▶ **Available records**:
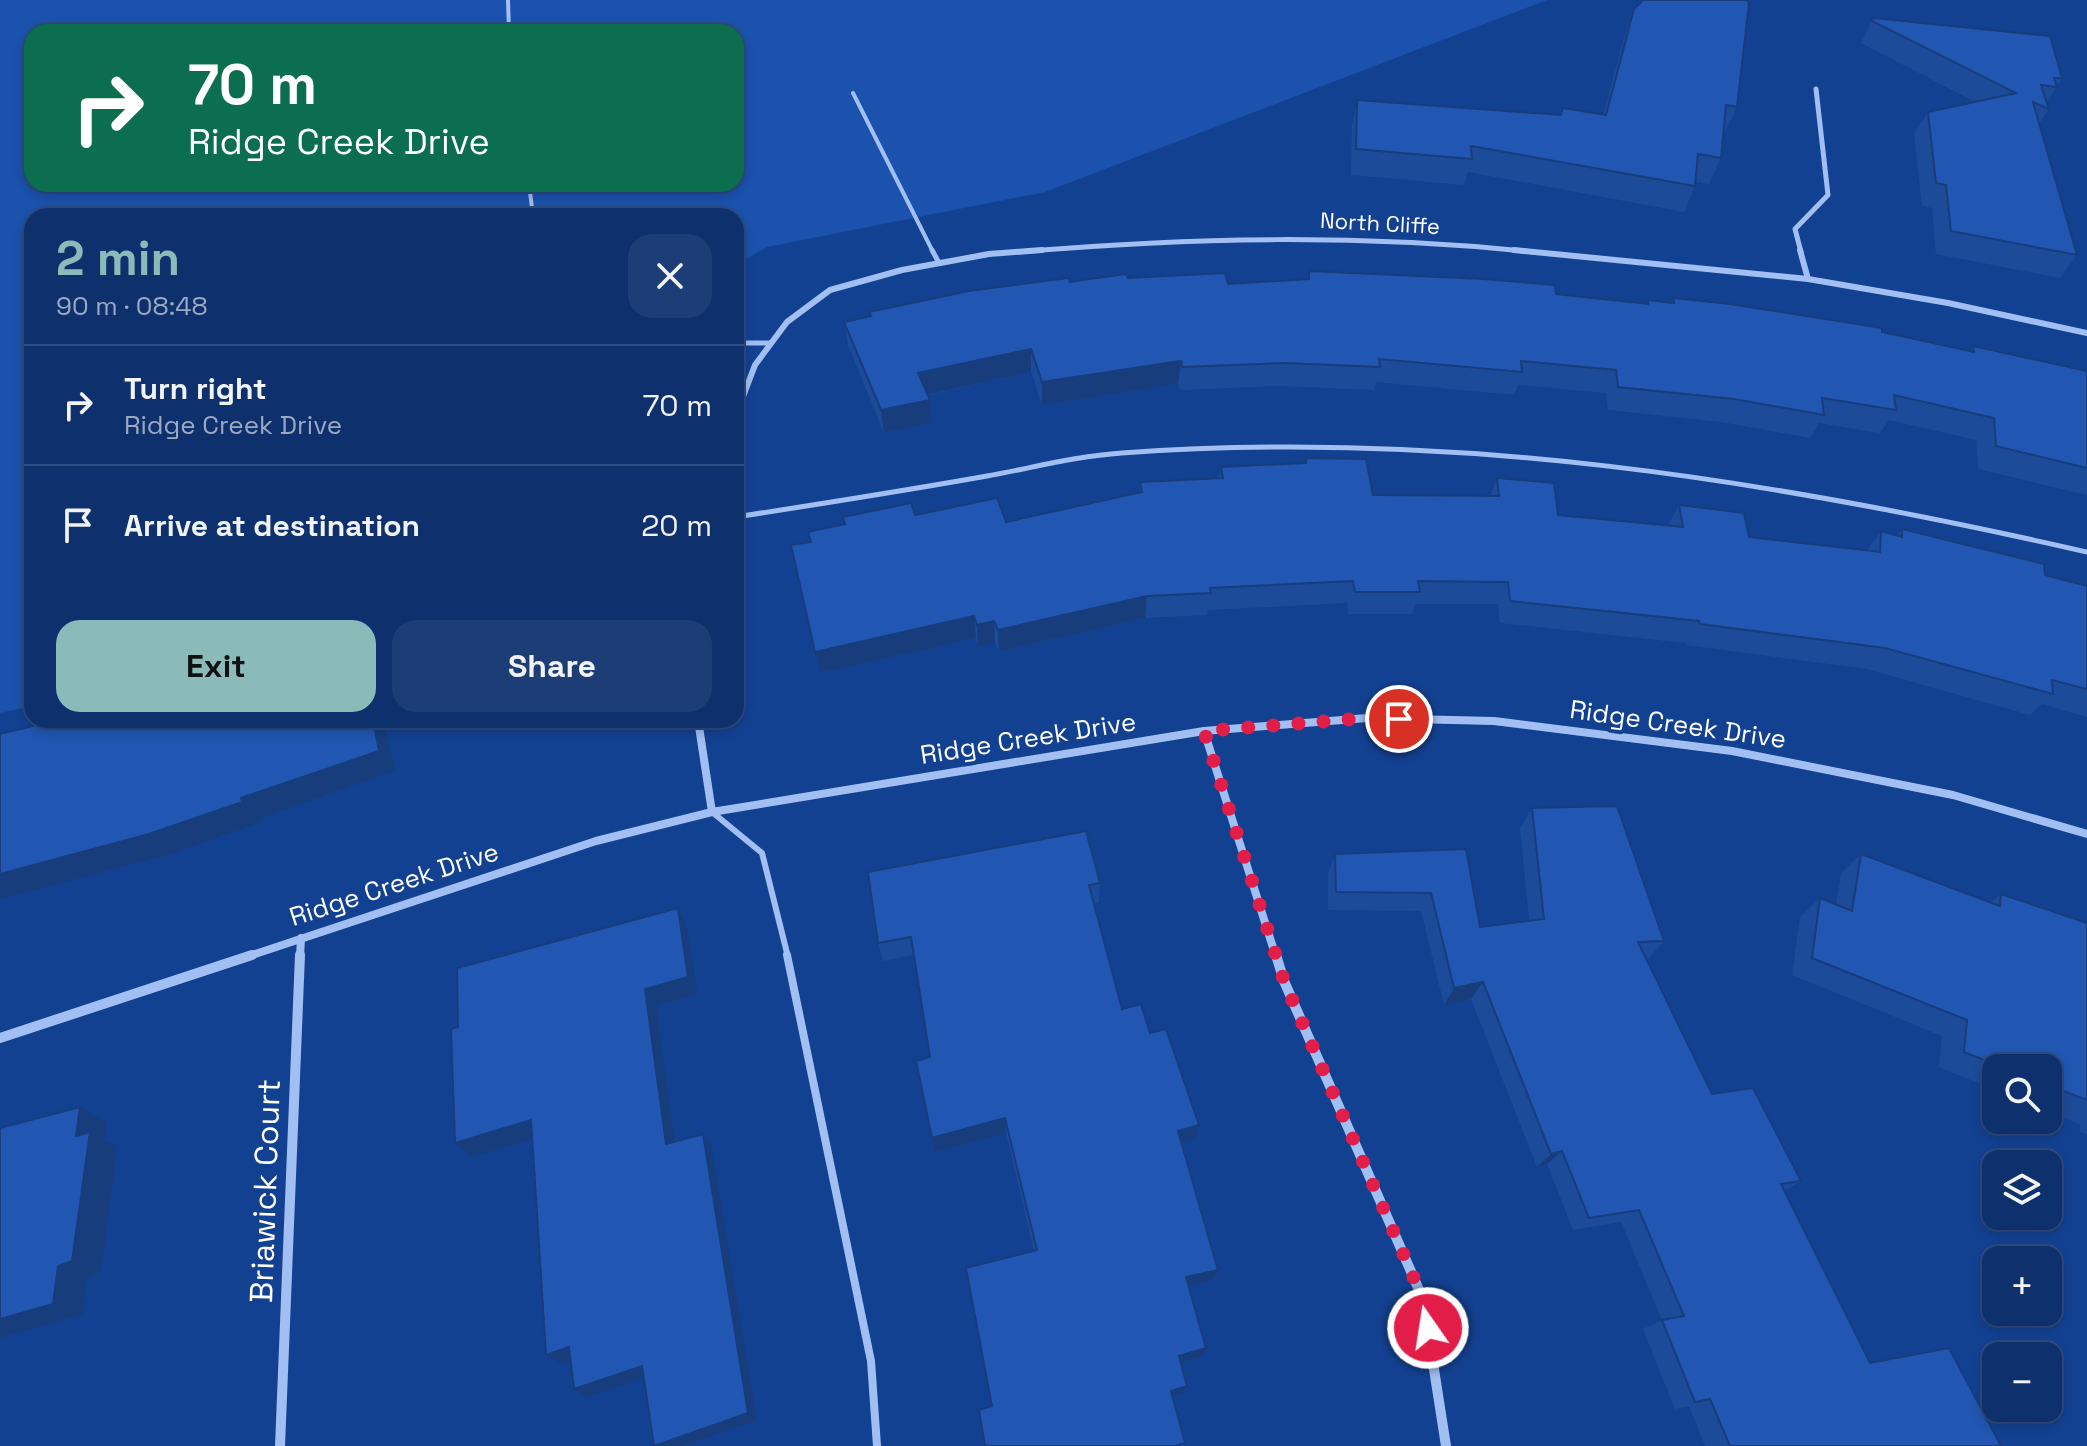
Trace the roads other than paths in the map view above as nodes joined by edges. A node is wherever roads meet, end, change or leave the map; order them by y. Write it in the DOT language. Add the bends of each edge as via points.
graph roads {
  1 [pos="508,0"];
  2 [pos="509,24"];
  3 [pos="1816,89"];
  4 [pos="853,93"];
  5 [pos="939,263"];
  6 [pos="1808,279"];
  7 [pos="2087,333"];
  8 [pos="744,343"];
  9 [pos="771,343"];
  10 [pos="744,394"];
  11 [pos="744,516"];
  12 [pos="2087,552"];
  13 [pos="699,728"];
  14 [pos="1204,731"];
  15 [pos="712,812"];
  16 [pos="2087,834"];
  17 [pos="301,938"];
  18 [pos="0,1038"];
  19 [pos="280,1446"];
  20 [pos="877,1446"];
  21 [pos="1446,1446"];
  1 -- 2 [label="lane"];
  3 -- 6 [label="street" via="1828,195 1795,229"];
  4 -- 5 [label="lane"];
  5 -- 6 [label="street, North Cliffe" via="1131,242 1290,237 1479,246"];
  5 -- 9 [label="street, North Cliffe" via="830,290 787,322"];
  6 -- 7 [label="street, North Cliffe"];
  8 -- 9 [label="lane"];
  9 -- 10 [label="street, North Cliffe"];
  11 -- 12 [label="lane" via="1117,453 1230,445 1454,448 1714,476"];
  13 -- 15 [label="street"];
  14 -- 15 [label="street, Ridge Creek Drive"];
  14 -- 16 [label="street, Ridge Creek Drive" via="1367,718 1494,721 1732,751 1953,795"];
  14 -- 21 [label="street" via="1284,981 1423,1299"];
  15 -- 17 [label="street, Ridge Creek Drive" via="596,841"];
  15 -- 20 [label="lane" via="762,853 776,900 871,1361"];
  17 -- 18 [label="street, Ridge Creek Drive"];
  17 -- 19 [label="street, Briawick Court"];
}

▶ **Your assignment**:
Would you give the number of lines in this listing that include "Cliffe"? Only the number, please.

▶ **Your solution**:
4